Below are records; how many of their lines contain "Place"? Reply with the number and no other words.
======
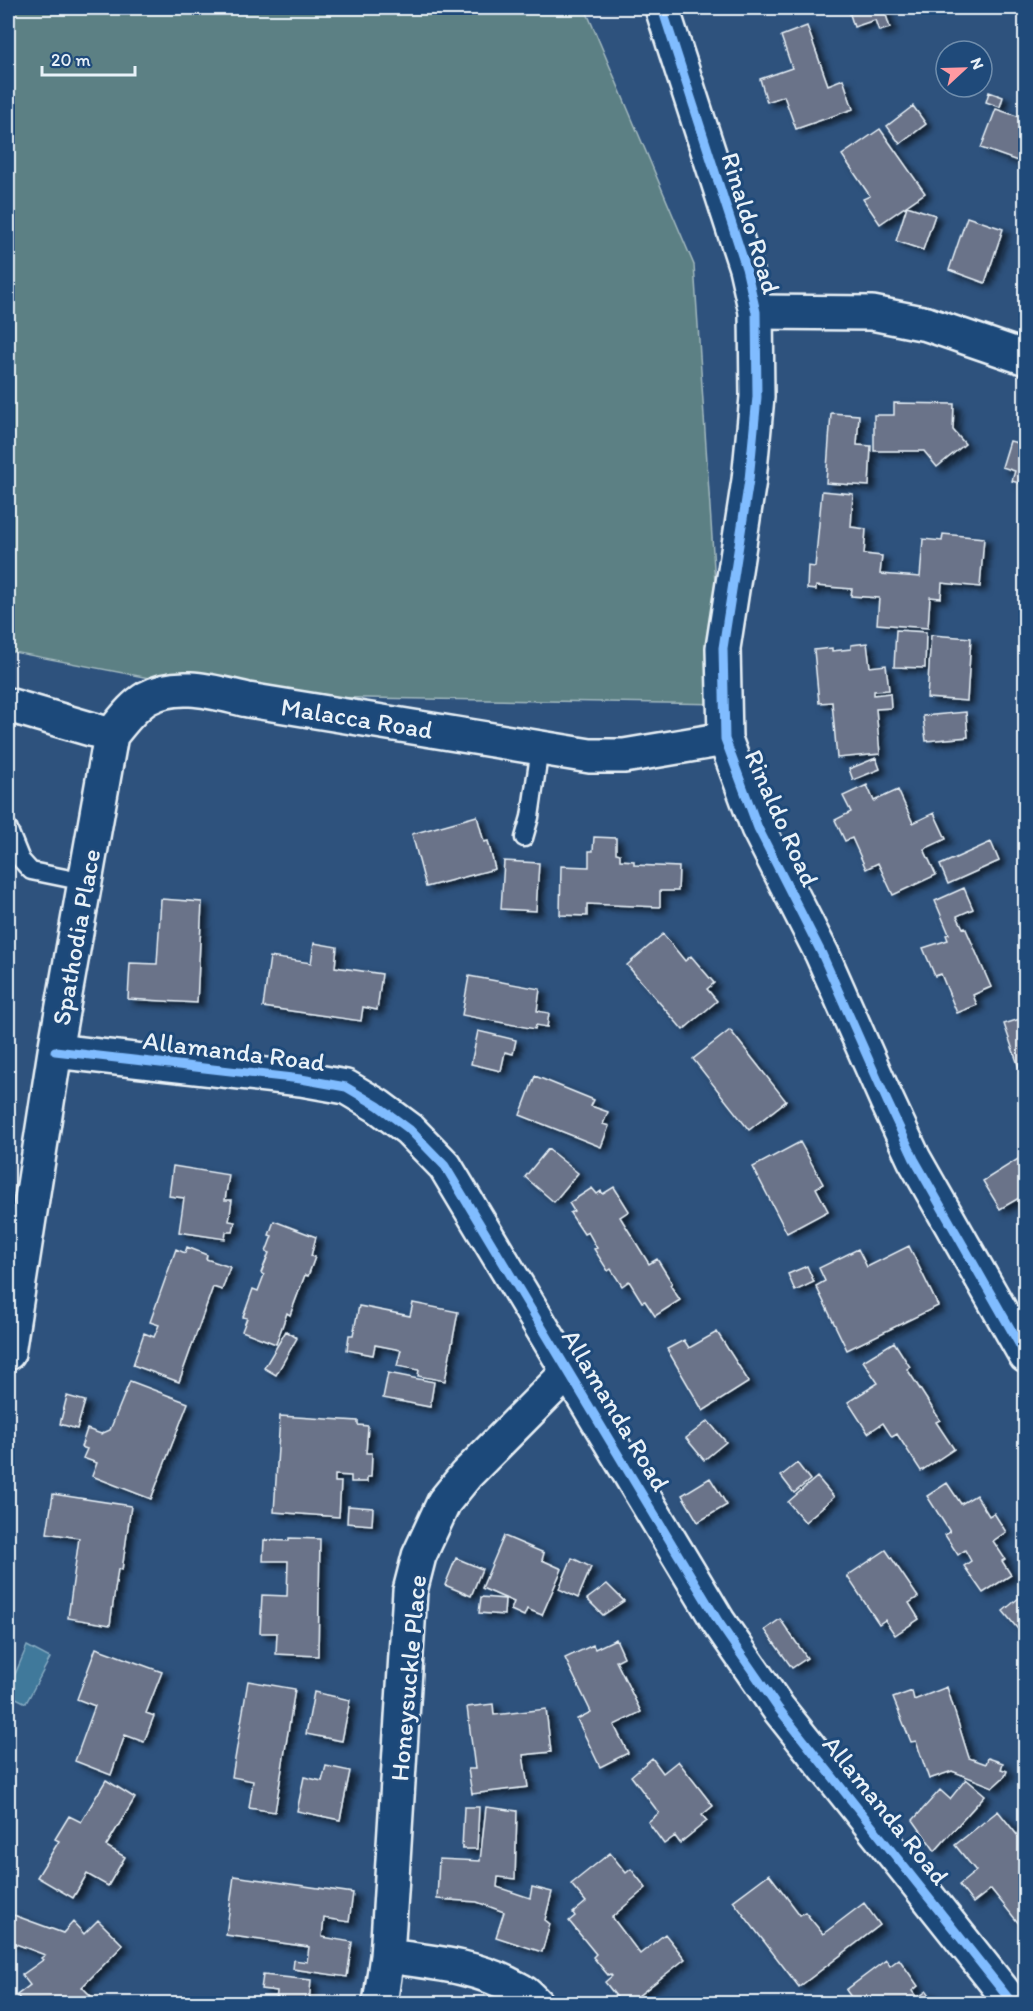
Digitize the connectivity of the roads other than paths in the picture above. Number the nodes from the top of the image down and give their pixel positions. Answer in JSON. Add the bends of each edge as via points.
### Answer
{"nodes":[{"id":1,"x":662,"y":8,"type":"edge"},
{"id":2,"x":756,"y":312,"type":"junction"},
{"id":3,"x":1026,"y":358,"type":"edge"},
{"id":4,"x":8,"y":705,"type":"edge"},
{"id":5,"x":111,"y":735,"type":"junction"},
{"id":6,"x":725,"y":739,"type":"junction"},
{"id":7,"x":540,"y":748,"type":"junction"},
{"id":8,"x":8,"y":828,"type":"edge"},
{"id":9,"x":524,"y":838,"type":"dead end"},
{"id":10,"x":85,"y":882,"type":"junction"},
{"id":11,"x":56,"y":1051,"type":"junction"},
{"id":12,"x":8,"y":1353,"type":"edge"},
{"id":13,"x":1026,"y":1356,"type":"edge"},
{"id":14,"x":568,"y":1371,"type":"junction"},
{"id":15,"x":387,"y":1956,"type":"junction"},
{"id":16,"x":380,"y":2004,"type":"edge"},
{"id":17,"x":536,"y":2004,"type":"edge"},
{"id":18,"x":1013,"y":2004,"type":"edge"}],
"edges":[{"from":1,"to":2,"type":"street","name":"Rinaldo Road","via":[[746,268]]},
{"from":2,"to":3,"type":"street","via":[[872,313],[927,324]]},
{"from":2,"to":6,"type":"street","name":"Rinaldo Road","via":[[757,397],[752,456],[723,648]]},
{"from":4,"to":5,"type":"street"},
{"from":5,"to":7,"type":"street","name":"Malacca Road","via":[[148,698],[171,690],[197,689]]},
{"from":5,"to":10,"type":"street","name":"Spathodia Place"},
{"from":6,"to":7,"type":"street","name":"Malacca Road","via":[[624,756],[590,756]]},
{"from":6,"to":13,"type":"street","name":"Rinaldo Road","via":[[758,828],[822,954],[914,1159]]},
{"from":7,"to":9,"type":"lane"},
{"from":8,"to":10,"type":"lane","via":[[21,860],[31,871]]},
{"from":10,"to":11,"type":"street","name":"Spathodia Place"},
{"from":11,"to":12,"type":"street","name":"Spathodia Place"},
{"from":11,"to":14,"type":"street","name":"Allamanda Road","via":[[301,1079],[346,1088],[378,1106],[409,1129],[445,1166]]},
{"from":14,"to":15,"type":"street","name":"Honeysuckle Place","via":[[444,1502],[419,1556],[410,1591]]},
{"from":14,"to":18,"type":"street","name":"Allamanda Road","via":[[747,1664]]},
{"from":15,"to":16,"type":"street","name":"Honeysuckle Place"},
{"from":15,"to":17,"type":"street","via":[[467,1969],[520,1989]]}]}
======
• **Task output**
5